Phase 1 (Windows): Validates prerequisites, enables WSL and Virtual Machine Platform features via UAC-elevated DISM, prompts for reboot if needed and resumes automatically after it.
Phase 2 (Windows + Linux): Updates WSL, installs Ubuntu, exports/imports the distro to the target drive, sets up the default user (sudo, RDP password), writes .wslconfig, enables systemd, installs apt and snap packages non-interactively, configures xrdp with XFCE4 desktop, default browser, and desktop shortcuts.
Verification: Checks all Windows features, distro registration, WSL version, systemd, packages, WSLg display, xrdp service, and drive mounts. Results can be copied to the clipboard.
Testing
scripts\test.bat # everything
uv run python -m pytest tests/ --cov=linwin # with coverage
Most of the suite is mocked and runs in seconds (it's what CI runs). The test_rdp_* modules are live end-to-end tests — RDP login, session stability, desktop interaction — that run against a dedicated clone of your configured distro: created at the start of the session via export/import, isolated on its own ports and display range, and unregistered at the end so the disk space is reclaimed. They never touch your real distro and skip when there's no distro to clone. Set LINWIN_TEST_KEEP=1 to keep the clone between runs for faster iteration.
OpenClaw Agent
Select OpenClaw (AI agent) in Configure Settings and re-run setup to install the OpenClaw personal AI agent inside WSL via its official installer (Node.js is handled automatically). Setup enables the gateway as a systemd user service with lingering, so it keeps running with no terminal open. To finish configuration (model API keys, chat channels), run once in an Ubuntu terminal:
openclaw onboard
The dashboard is then available from Windows at http://localhost:18789. To keep the agent running across Windows reboots, use Maintenance → Toggle WSL Autostart at Logon in the launcher — it creates a per-user scheduled task (no admin needed) that boots the distro at logon; the lingering gateway service does the rest. A browser from the registry (e.g. Firefox) is recommended alongside OpenClaw for its browsing features and the dashboard.

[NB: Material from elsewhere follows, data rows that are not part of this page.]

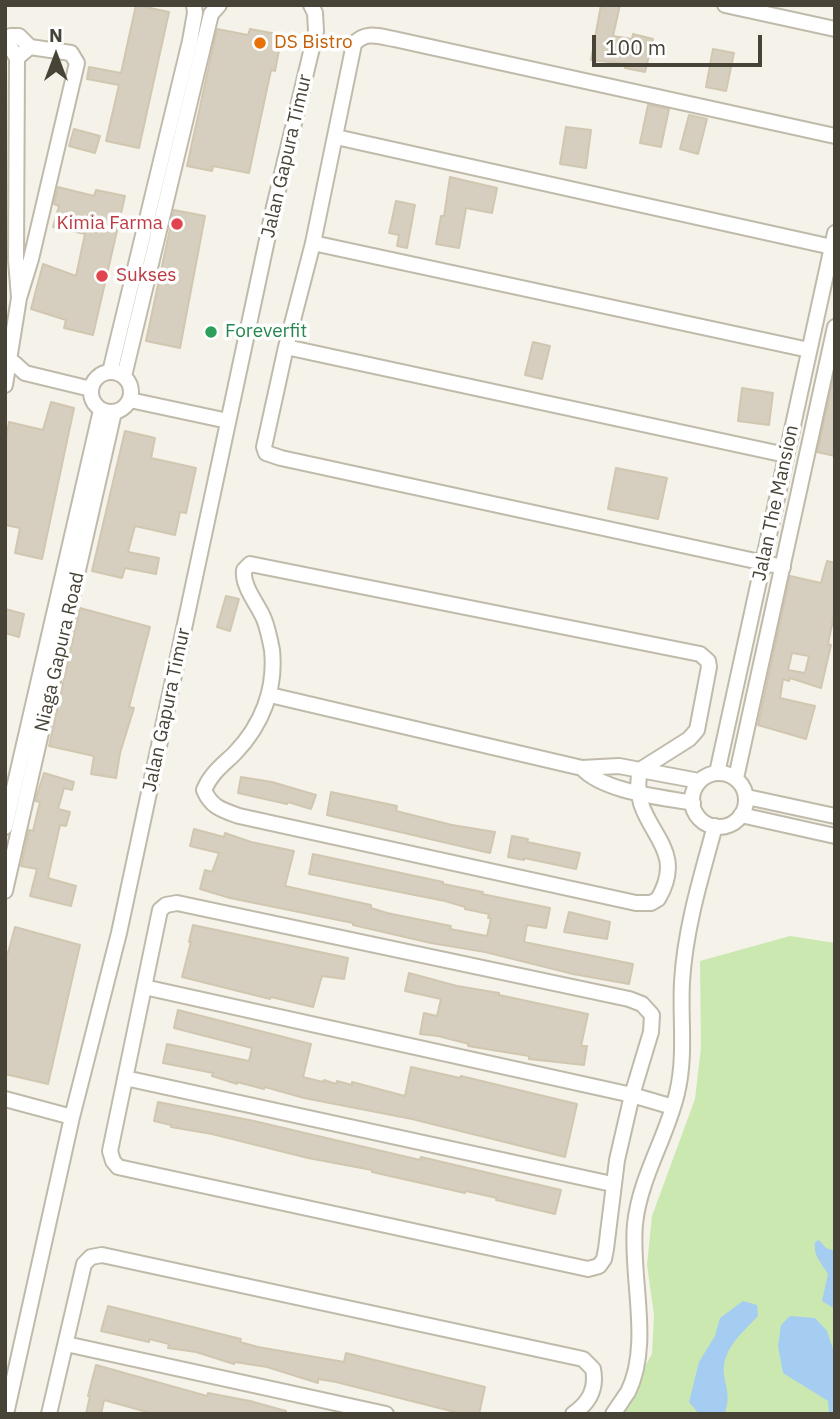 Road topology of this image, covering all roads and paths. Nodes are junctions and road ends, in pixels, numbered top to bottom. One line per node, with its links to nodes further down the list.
1 (194, 5): 19 (street)
2 (219, 5): 19 (street)
3 (311, 5): 24 (street, Jalan Gapura Timur)
4 (725, 5): 5 (street)
5 (835, 29)
6 (30, 47): 7 (street); 7 (street); 12 (street)
7 (17, 58): 12 (street)
8 (835, 136): 9 (street)
9 (336, 137): 10 (street); 11 (street)
10 (833, 240): 15 (street, Jalan The Mansion)
11 (313, 243): 14 (street); 15 (street)
12 (19, 298): 17 (street)
13 (835, 327): 16 (street, Jalan The Mansion)
14 (286, 347): 25 (street); 26 (street)
15 (809, 350): 25 (street, Jalan The Mansion)
16 (832, 355): 27 (street, Jalan The Mansion)
17 (7, 360): 18 (street); 20 (street)
18 (25, 373): 20 (street); 21 (street)
19 (117, 374): 21 (street); 22 (street)
20 (6, 380)
21 (91, 389): 23 (street)
22 (130, 400): 23 (street); 24 (street)
23 (108, 411): 30 (street, Niaga Gapura Road)
24 (228, 421): 50 (street, Jalan Gapura Timur)
25 (786, 455): 26 (street, Jalan The Mansion)
26 (763, 562): 27 (street); 33 (street, Jalan The Mansion)
27 (783, 567): 34 (street, Jalan The Mansion)
28 (270, 695): 31 (street); 32 (street); 36 (street)
29 (5, 759): 30 (street)
30 (28, 761): 42 (street, Niaga Gapura Road); 44 (street, Niaga Gapura Road)
31 (582, 768): 32 (street); 36 (street)
32 (640, 770): 35 (street); 36 (street)
33 (717, 773): 34 (street); 35 (street)
34 (736, 778): 37 (street)
35 (699, 781): 38 (street)
36 (638, 793): 38 (street)
37 (747, 797): 39 (street); 40 (street)
38 (692, 803): 41 (street)
39 (741, 815): 41 (street); 43 (street)
40 (835, 816)
41 (715, 826): 49 (street)
42 (5, 827)
43 (835, 836)
44 (5, 891)
45 (144, 987): 46 (street); 47 (street); 47 (street)
46 (125, 1078): 51 (street); 51 (street)
47 (632, 1095): 49 (street); 51 (street)
48 (5, 1099): 50 (street)
49 (673, 1107): 57 (street)
50 (72, 1117): 53 (street, Jalan Gapura Timur)
51 (612, 1184)
52 (66, 1344): 54 (street); 55 (street); 56 (street)
53 (6, 1414)
54 (49, 1414)
55 (386, 1414)
56 (573, 1414)
57 (613, 1414) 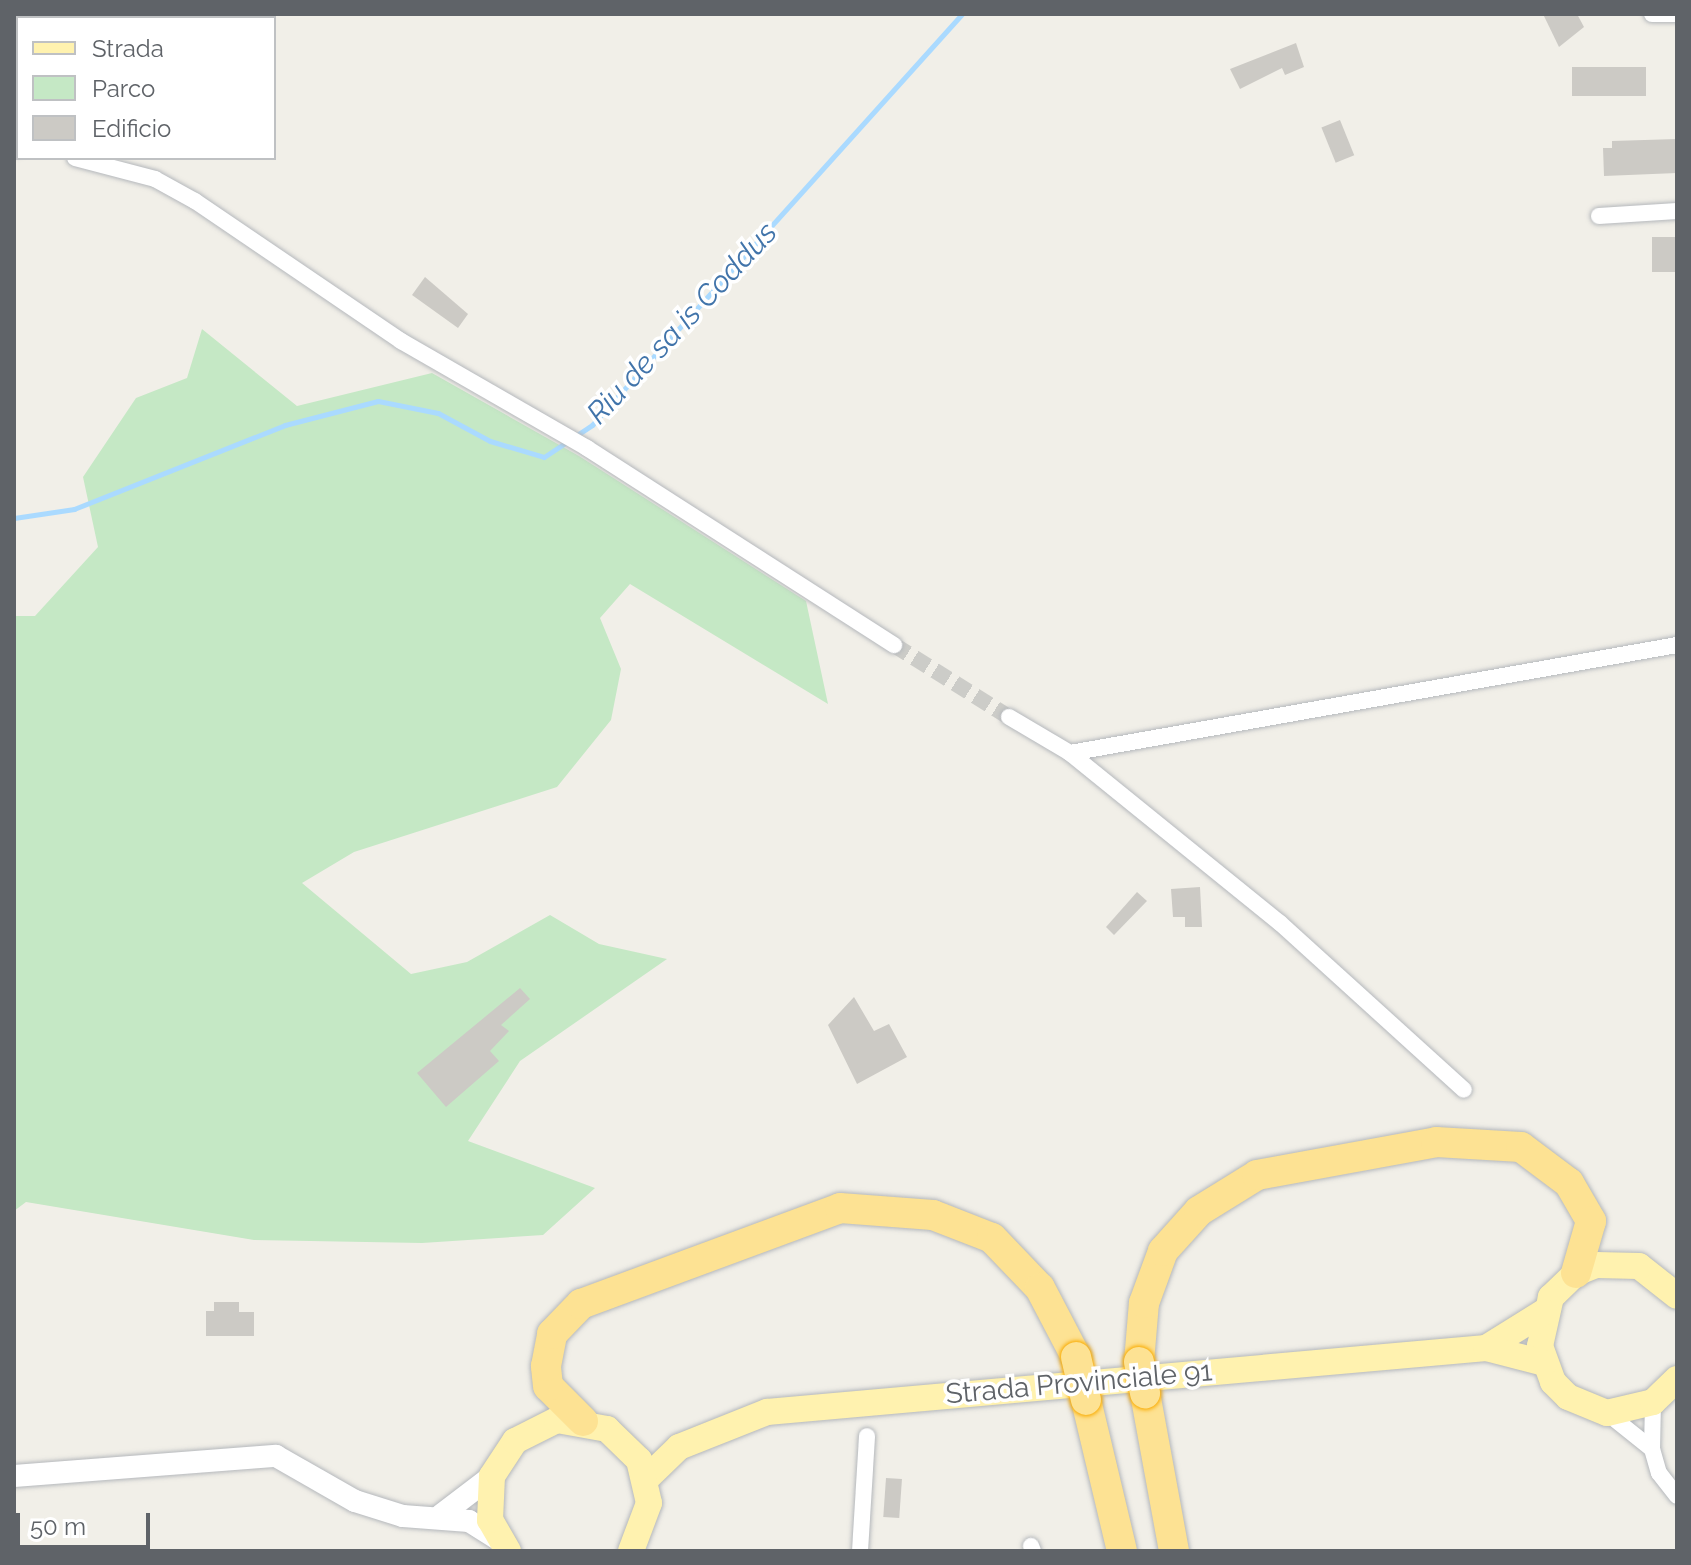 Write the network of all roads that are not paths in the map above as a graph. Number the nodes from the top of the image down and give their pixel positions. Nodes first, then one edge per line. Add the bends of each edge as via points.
1 (1652, 14) edge
2 (1677, 14) edge
3 (83, 160) edge
4 (1677, 211) edge
5 (1599, 216) dead end
6 (894, 645) tunnel mouth
7 (1677, 645) edge
8 (1009, 717) tunnel mouth
9 (1070, 753) junction
10 (1464, 1090) dead end
11 (1576, 1273) junction
12 (1677, 1296) edge
13 (1544, 1312) junction
14 (1486, 1348) junction
15 (1544, 1363) junction
16 (1677, 1379) edge
17 (1653, 1402) junction
18 (1607, 1413) junction
19 (583, 1421) junction
20 (867, 1436) dead end
21 (628, 1445) junction
22 (679, 1447) junction
23 (1652, 1449) junction
24 (14, 1476) edge
25 (492, 1476) junction
26 (646, 1479) junction
27 (1677, 1496) edge
28 (441, 1515) junction
29 (503, 1546) edge
30 (631, 1551) edge
31 (860, 1551) edge
32 (1122, 1551) edge
33 (1174, 1551) edge

1 - 2 street
3 - 6 street via 155,179 401,341 564,434
4 - 5 street
7 - 9 street
8 - 9 street
9 - 10 street via 1280,923
11 - 12 main road via 1618,1262 1639,1266
11 - 13 main road, Strada Provinciale 91
11 - 33 highway, bridge via 1591,1221 1558,1171 1521,1147 1436,1142 1257,1175 1199,1211 1163,1251 1144,1303 1139,1362
13 - 14 main road, Strada Provinciale 91
13 - 15 main road
14 - 15 main road, Strada Provinciale 91
14 - 22 main road, Strada Provinciale 91 via 767,1412
15 - 18 main road via 1568,1397
16 - 17 main road
17 - 18 main road
17 - 23 street
18 - 23 street
19 - 21 main road
19 - 25 main road via 533,1428 501,1457
19 - 32 highway, bridge via 548,1386 546,1366 552,1334 581,1304 840,1208 933,1215 992,1238 1040,1288 1073,1350
20 - 31 street
21 - 22 main road, Strada Provinciale 91
21 - 26 main road
22 - 26 main road, Strada Provinciale 91
23 - 27 street via 1659,1473
24 - 28 street via 276,1456 355,1501 403,1516
25 - 28 street
25 - 29 main road via 490,1520
26 - 30 main road via 645,1527
28 - 29 street via 469,1521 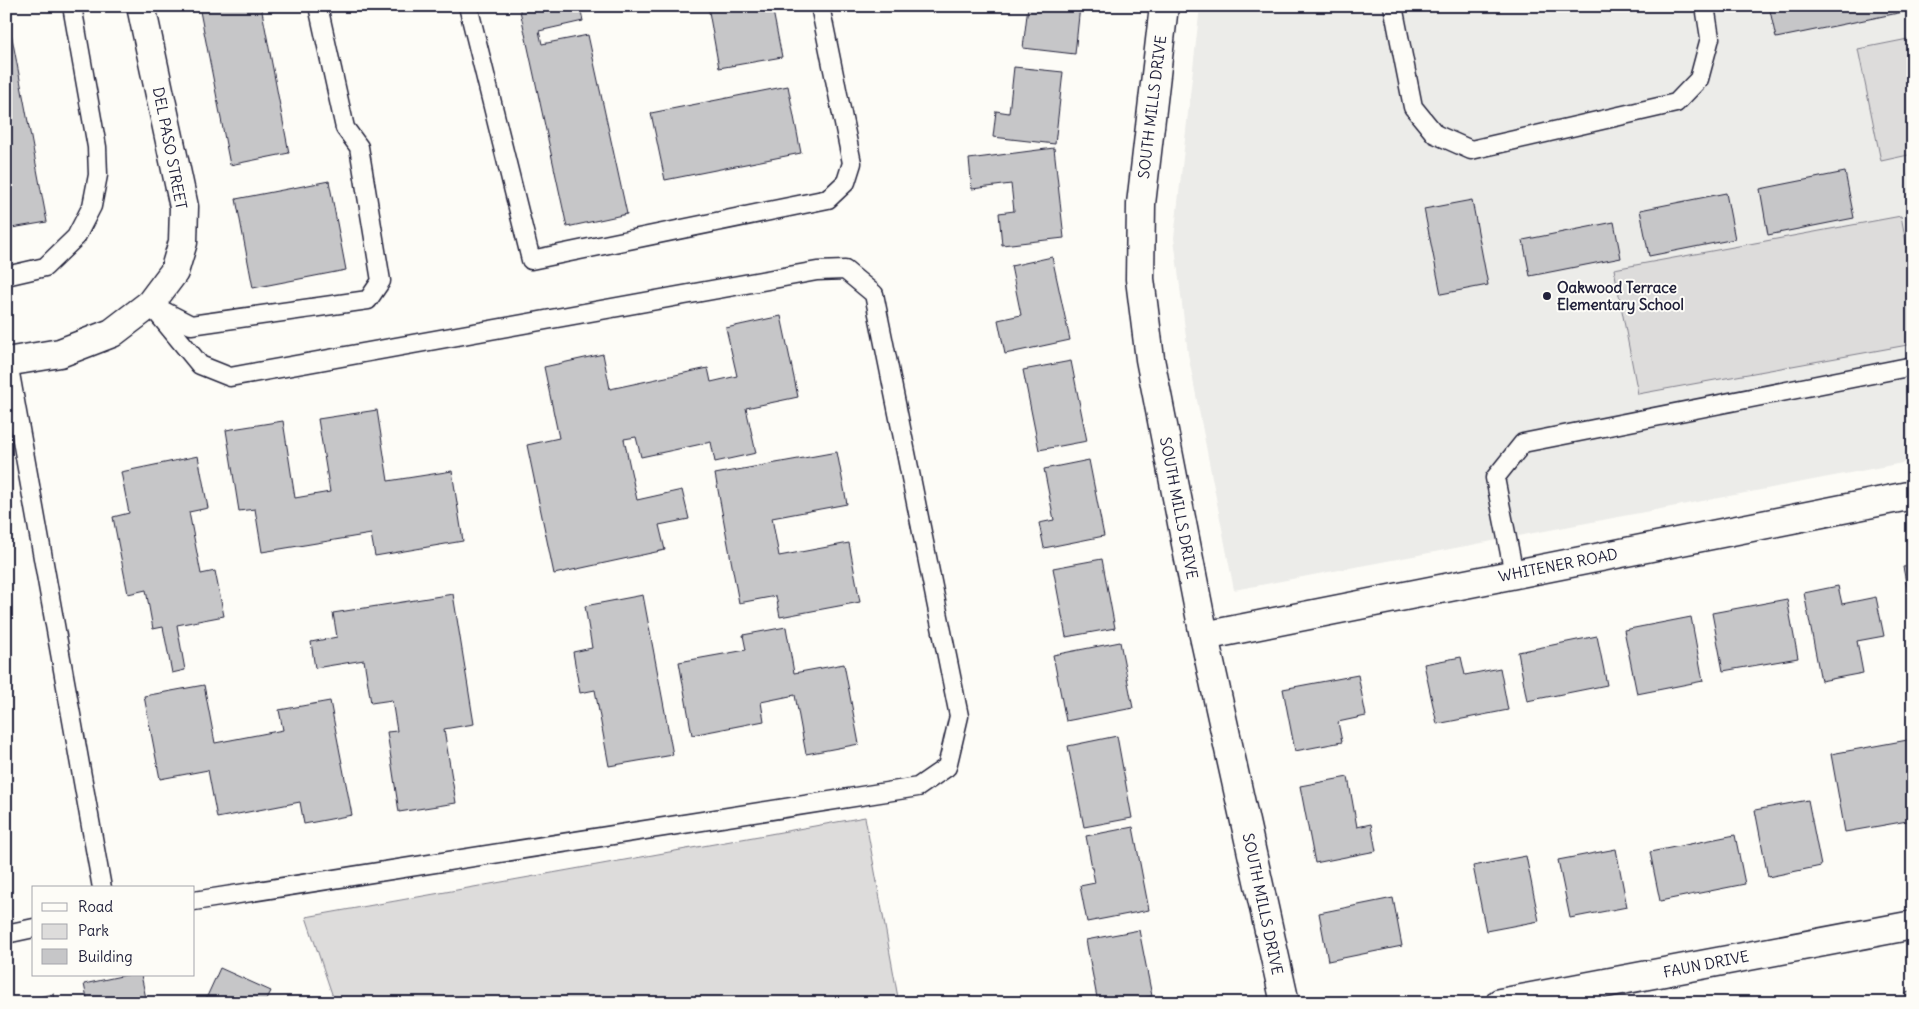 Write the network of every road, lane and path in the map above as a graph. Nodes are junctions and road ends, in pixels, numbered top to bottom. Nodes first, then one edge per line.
1 (72, 6) edge
2 (141, 6) edge
3 (318, 6) edge
4 (468, 6) edge
5 (820, 6) edge
6 (1164, 6) edge
7 (1393, 6) edge
8 (1705, 6) edge
9 (6, 276) edge
10 (150, 304) junction
11 (7, 362) edge
12 (1913, 366) edge
13 (1913, 495) edge
14 (1514, 574) junction
15 (1204, 636) junction
16 (102, 886) edge
17 (195, 900) edge
18 (1913, 925) edge
19 (32, 928) edge
20 (6, 934) edge
21 (1285, 1003) edge
22 (1500, 1003) edge

1 - 9 lane
2 - 10 street, DEL PASO STREET
3 - 10 lane
4 - 5 lane
6 - 15 street, SOUTH MILLS DRIVE
7 - 8 lane
10 - 11 street, DEL PASO STREET
10 - 17 lane
11 - 16 lane
12 - 14 lane
13 - 14 street, WHITENER ROAD
14 - 15 street, WHITENER ROAD
15 - 21 street, SOUTH MILLS DRIVE
18 - 22 street, FAUN DRIVE
19 - 20 lane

Useful commands inside Ubuntu:
openclaw gateway status # is the agent running?
openclaw doctor # diagnose installation issues
openclaw update # update to the latest version
systemctl --user status openclaw-gateway # the underlying service
Security note: OpenClaw is a powerful agent — it can read files, run commands, and act on connected chat channels on your behalf. It runs inside your WSL distro under your Linux user. Review its security guidance before connecting channels or granting API keys, and treat the gateway dashboard (localhost-only by default) accordingly.
Detailed Guide
See wsl_ubuntu_gnome.md for the full manual guide with GUI comparison (WSLg vs. external X servers), troubleshooting, security notes, and decision checklist.
Launching Apps
After setup, use the launcher screen to open apps directly, or pick "RDP into Ubuntu" to open the full XFCE4 desktop (it resolves the WSL VM address and starts a keepalive for you). To connect manually:
mstsc /v:127.0.0.1:3390
Log in with your Linux username and the password set during setup (forgot it? the launcher's Maintenance section has "Reset RDP Password"). Your selected optional apps have icons on the XFCE desktop, and snap apps like Firefox work inside the RDP session.
Individual apps can also be launched from an Ubuntu terminal:
nautilus & # File Manager
Apps appear as native Windows windows via WSLg. A background keepalive process ensures the WSL VM stays running between app launches.